WHAT YOU WILL DO:
After locating the line that holds "Digitize the connectivity of all", output it and all following lines word for word, stopping only at the end of the data.

DATA SECTION:

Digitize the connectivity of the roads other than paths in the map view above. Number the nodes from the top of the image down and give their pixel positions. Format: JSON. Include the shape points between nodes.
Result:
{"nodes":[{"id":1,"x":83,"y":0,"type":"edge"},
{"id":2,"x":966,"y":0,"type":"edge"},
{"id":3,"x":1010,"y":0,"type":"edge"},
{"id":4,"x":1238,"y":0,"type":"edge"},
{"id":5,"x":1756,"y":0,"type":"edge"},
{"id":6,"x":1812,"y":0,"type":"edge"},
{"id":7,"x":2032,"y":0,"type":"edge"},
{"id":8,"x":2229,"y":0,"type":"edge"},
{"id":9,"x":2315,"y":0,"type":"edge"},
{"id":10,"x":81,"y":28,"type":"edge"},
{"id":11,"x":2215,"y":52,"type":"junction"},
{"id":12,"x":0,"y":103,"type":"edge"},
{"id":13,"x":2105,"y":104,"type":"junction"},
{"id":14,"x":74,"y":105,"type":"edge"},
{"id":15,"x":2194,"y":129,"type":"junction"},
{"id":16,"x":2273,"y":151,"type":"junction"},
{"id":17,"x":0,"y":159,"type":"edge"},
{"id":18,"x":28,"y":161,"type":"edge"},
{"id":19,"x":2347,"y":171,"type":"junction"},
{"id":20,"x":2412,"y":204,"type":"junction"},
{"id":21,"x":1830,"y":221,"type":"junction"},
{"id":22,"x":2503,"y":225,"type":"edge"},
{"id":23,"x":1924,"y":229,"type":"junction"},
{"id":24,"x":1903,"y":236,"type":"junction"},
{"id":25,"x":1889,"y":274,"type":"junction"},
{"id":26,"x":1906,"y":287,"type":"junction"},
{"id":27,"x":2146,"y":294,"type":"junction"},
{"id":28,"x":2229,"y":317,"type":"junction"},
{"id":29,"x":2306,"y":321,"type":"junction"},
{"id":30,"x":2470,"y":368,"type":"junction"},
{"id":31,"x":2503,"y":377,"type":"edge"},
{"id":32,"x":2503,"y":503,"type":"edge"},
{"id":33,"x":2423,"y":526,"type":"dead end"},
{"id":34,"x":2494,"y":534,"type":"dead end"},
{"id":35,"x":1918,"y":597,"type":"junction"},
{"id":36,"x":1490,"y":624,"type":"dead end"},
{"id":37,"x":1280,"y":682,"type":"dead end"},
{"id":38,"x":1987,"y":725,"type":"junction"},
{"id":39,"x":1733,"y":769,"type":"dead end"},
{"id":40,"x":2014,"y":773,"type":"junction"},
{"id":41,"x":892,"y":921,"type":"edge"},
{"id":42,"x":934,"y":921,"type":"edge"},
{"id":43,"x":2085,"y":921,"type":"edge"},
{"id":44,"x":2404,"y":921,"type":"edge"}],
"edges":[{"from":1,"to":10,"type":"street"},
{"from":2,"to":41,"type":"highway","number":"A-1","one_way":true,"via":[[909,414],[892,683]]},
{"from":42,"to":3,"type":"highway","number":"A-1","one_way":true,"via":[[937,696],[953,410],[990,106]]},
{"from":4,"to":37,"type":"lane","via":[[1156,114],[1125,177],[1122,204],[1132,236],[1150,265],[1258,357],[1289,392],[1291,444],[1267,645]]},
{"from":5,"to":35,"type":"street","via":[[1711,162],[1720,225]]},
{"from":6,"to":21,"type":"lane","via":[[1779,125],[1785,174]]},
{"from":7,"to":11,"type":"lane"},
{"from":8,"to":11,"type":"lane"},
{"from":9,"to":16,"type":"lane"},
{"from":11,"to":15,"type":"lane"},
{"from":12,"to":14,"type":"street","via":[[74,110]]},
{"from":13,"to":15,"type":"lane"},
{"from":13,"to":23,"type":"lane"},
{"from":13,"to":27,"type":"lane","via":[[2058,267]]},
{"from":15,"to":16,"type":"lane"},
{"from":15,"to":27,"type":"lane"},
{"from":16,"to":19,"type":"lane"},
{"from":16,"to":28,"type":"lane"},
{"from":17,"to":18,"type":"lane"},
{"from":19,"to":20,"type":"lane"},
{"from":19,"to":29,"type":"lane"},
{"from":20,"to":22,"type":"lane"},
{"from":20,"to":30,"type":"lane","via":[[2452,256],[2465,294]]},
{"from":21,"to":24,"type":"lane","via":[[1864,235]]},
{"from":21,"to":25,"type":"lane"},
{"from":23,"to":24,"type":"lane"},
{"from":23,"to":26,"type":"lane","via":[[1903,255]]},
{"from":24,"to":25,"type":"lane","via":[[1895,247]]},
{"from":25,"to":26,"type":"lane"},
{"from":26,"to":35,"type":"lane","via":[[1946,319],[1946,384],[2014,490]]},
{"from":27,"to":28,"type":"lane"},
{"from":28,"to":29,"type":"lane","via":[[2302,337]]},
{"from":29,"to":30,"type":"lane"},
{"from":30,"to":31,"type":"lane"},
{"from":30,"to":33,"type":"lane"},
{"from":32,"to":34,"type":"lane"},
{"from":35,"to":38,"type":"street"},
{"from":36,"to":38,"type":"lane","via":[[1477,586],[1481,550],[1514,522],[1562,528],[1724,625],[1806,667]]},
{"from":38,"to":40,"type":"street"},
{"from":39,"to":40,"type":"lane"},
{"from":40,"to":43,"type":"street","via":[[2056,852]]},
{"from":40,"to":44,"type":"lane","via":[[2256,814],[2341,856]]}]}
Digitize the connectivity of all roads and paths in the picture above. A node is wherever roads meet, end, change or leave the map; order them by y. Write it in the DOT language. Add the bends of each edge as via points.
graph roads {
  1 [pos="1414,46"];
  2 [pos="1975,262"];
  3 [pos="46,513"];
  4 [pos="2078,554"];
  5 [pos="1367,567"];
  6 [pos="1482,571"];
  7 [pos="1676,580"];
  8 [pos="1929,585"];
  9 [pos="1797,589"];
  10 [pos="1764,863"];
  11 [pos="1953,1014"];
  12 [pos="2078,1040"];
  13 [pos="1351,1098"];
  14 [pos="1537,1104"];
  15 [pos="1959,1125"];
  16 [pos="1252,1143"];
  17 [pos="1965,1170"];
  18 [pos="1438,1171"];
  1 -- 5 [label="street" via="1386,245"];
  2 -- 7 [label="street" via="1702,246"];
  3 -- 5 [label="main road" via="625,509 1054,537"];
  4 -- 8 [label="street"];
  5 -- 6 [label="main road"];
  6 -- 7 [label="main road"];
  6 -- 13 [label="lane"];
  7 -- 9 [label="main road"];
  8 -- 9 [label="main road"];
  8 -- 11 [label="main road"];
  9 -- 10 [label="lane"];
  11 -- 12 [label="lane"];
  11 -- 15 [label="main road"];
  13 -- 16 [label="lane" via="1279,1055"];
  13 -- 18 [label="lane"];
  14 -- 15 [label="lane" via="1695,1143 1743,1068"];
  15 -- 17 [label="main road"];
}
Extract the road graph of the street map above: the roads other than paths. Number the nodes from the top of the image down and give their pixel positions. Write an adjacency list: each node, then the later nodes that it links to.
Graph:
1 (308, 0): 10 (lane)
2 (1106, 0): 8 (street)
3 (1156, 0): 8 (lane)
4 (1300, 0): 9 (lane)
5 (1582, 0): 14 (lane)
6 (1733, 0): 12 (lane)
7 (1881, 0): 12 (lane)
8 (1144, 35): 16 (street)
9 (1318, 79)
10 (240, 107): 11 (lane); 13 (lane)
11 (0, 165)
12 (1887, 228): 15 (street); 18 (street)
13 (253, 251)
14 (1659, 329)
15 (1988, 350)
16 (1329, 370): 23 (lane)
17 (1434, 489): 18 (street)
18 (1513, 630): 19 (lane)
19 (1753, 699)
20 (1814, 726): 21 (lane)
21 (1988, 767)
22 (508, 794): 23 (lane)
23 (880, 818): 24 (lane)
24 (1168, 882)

COMPLETED TASK:
Digitize the connectivity of all roads and paths in the picture above. A node is wherever roads meet, end, change or leave the map; order them by y. Write it in the DOT language. Add the bends of each edge as via points.
graph roads {
  1 [pos="1414,46"];
  2 [pos="1975,262"];
  3 [pos="46,513"];
  4 [pos="2078,554"];
  5 [pos="1367,567"];
  6 [pos="1482,571"];
  7 [pos="1676,580"];
  8 [pos="1929,585"];
  9 [pos="1797,589"];
  10 [pos="1764,863"];
  11 [pos="1953,1014"];
  12 [pos="2078,1040"];
  13 [pos="1351,1098"];
  14 [pos="1537,1104"];
  15 [pos="1959,1125"];
  16 [pos="1252,1143"];
  17 [pos="1965,1170"];
  18 [pos="1438,1171"];
  1 -- 5 [label="street" via="1386,245"];
  2 -- 7 [label="street" via="1702,246"];
  3 -- 5 [label="main road" via="625,509 1054,537"];
  4 -- 8 [label="street"];
  5 -- 6 [label="main road"];
  6 -- 7 [label="main road"];
  6 -- 13 [label="lane"];
  7 -- 9 [label="main road"];
  8 -- 9 [label="main road"];
  8 -- 11 [label="main road"];
  9 -- 10 [label="lane"];
  11 -- 12 [label="lane"];
  11 -- 15 [label="main road"];
  13 -- 16 [label="lane" via="1279,1055"];
  13 -- 18 [label="lane"];
  14 -- 15 [label="lane" via="1695,1143 1743,1068"];
  15 -- 17 [label="main road"];
}
Extract the road graph of the street map above: the roads other than paths. Number the nodes from the top of the image down and give their pixel positions. Write an adjacency list: each node, then the later nodes that it links to.
Graph:
1 (308, 0): 10 (lane)
2 (1106, 0): 8 (street)
3 (1156, 0): 8 (lane)
4 (1300, 0): 9 (lane)
5 (1582, 0): 14 (lane)
6 (1733, 0): 12 (lane)
7 (1881, 0): 12 (lane)
8 (1144, 35): 16 (street)
9 (1318, 79)
10 (240, 107): 11 (lane); 13 (lane)
11 (0, 165)
12 (1887, 228): 15 (street); 18 (street)
13 (253, 251)
14 (1659, 329)
15 (1988, 350)
16 (1329, 370): 23 (lane)
17 (1434, 489): 18 (street)
18 (1513, 630): 19 (lane)
19 (1753, 699)
20 (1814, 726): 21 (lane)
21 (1988, 767)
22 (508, 794): 23 (lane)
23 (880, 818): 24 (lane)
24 (1168, 882)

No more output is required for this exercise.